• Task
Please repeat the records, word for word and without gaps.

::::::::::

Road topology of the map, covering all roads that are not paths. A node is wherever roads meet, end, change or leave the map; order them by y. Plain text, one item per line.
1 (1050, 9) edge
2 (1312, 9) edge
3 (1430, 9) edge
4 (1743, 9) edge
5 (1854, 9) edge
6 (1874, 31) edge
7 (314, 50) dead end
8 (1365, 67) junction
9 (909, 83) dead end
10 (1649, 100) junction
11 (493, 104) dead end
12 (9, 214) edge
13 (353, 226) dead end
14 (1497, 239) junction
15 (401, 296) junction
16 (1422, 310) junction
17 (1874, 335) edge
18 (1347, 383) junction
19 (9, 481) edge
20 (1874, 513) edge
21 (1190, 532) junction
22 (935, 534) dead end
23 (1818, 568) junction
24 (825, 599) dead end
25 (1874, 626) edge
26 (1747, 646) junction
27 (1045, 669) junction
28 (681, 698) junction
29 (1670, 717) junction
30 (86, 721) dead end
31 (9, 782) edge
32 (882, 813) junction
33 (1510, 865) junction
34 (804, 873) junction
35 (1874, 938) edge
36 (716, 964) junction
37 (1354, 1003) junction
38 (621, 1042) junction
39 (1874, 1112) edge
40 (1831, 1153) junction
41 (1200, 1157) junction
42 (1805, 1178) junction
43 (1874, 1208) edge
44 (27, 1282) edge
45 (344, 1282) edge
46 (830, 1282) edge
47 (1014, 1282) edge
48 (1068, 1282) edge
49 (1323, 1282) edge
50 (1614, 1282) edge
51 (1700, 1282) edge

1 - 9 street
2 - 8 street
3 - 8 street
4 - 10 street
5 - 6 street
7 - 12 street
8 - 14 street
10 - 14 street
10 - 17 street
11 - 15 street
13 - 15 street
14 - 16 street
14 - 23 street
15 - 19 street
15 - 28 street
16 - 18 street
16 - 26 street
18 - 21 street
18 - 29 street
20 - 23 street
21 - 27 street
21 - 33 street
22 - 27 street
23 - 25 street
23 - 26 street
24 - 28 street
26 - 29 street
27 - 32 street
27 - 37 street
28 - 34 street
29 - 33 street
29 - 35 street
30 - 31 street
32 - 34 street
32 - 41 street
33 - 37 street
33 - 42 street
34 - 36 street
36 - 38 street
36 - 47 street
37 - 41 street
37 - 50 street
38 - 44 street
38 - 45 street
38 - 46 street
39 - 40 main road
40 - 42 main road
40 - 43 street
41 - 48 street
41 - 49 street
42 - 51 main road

::::::::::

• Written solution
Road topology of the map, covering all roads that are not paths. A node is wherever roads meet, end, change or leave the map; order them by y. Plain text, one item per line.
1 (1050, 9) edge
2 (1312, 9) edge
3 (1430, 9) edge
4 (1743, 9) edge
5 (1854, 9) edge
6 (1874, 31) edge
7 (314, 50) dead end
8 (1365, 67) junction
9 (909, 83) dead end
10 (1649, 100) junction
11 (493, 104) dead end
12 (9, 214) edge
13 (353, 226) dead end
14 (1497, 239) junction
15 (401, 296) junction
16 (1422, 310) junction
17 (1874, 335) edge
18 (1347, 383) junction
19 (9, 481) edge
20 (1874, 513) edge
21 (1190, 532) junction
22 (935, 534) dead end
23 (1818, 568) junction
24 (825, 599) dead end
25 (1874, 626) edge
26 (1747, 646) junction
27 (1045, 669) junction
28 (681, 698) junction
29 (1670, 717) junction
30 (86, 721) dead end
31 (9, 782) edge
32 (882, 813) junction
33 (1510, 865) junction
34 (804, 873) junction
35 (1874, 938) edge
36 (716, 964) junction
37 (1354, 1003) junction
38 (621, 1042) junction
39 (1874, 1112) edge
40 (1831, 1153) junction
41 (1200, 1157) junction
42 (1805, 1178) junction
43 (1874, 1208) edge
44 (27, 1282) edge
45 (344, 1282) edge
46 (830, 1282) edge
47 (1014, 1282) edge
48 (1068, 1282) edge
49 (1323, 1282) edge
50 (1614, 1282) edge
51 (1700, 1282) edge

1 - 9 street
2 - 8 street
3 - 8 street
4 - 10 street
5 - 6 street
7 - 12 street
8 - 14 street
10 - 14 street
10 - 17 street
11 - 15 street
13 - 15 street
14 - 16 street
14 - 23 street
15 - 19 street
15 - 28 street
16 - 18 street
16 - 26 street
18 - 21 street
18 - 29 street
20 - 23 street
21 - 27 street
21 - 33 street
22 - 27 street
23 - 25 street
23 - 26 street
24 - 28 street
26 - 29 street
27 - 32 street
27 - 37 street
28 - 34 street
29 - 33 street
29 - 35 street
30 - 31 street
32 - 34 street
32 - 41 street
33 - 37 street
33 - 42 street
34 - 36 street
36 - 38 street
36 - 47 street
37 - 41 street
37 - 50 street
38 - 44 street
38 - 45 street
38 - 46 street
39 - 40 main road
40 - 42 main road
40 - 43 street
41 - 48 street
41 - 49 street
42 - 51 main road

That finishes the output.